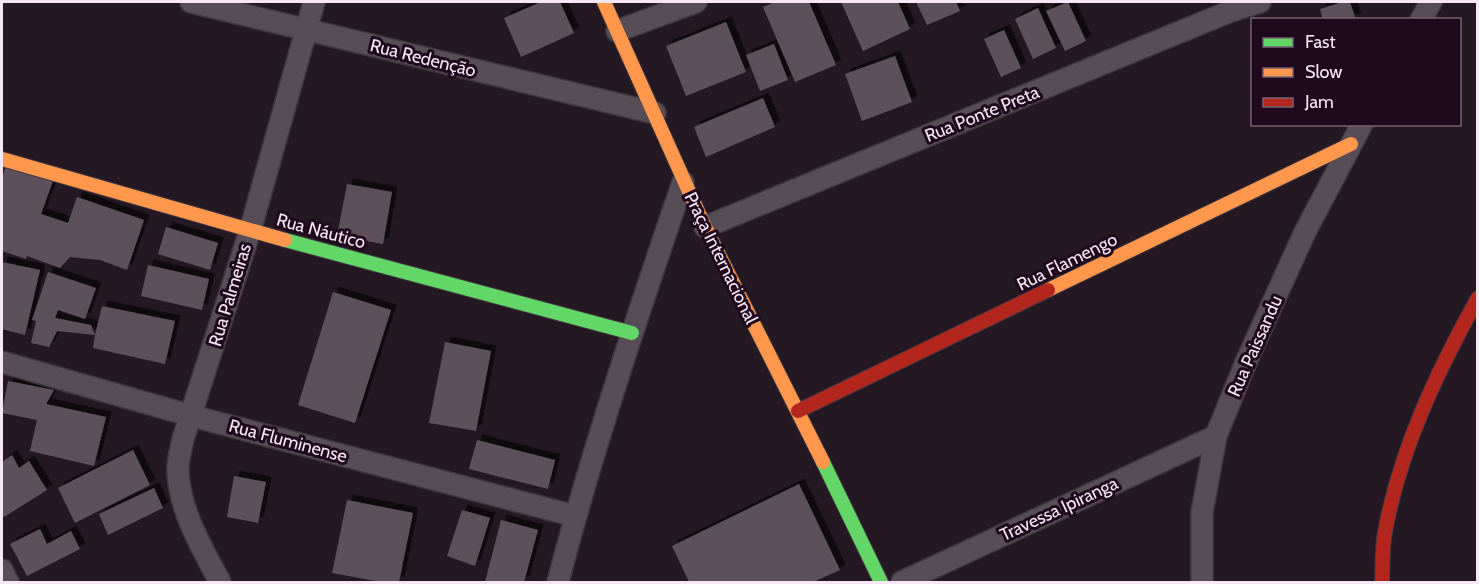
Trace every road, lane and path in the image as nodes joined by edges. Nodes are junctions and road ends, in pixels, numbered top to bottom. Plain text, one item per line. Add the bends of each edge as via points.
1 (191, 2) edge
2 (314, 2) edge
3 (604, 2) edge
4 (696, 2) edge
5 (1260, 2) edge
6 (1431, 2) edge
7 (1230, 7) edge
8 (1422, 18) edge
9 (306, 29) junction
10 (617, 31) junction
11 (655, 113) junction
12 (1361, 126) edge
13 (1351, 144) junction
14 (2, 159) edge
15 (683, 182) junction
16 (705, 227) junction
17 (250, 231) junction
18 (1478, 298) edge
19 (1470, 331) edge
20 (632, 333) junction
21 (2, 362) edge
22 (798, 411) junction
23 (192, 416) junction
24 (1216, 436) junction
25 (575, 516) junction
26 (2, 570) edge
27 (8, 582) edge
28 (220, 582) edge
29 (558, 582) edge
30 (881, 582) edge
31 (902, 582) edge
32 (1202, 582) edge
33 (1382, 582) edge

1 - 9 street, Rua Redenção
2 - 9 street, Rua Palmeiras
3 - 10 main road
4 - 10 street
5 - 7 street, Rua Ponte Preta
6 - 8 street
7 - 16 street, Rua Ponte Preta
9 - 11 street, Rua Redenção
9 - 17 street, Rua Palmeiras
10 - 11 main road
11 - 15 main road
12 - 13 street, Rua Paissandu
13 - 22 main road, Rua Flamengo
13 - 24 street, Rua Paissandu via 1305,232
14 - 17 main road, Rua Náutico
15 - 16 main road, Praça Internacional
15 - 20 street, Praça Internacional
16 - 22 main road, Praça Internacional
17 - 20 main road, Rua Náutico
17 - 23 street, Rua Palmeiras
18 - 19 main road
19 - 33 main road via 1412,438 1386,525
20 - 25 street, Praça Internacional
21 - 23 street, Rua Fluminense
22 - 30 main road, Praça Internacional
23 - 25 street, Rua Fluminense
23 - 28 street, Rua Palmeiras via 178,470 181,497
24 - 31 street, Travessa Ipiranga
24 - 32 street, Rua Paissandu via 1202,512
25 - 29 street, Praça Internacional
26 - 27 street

EXERCISE DESCRIPTION: Where does the string "Palmeiras" occur in the data above? Copy every line that holds it.

SOLUTION TO THE EXERCISE:
2 - 9 street, Rua Palmeiras
9 - 17 street, Rua Palmeiras
17 - 23 street, Rua Palmeiras
23 - 28 street, Rua Palmeiras via 178,470 181,497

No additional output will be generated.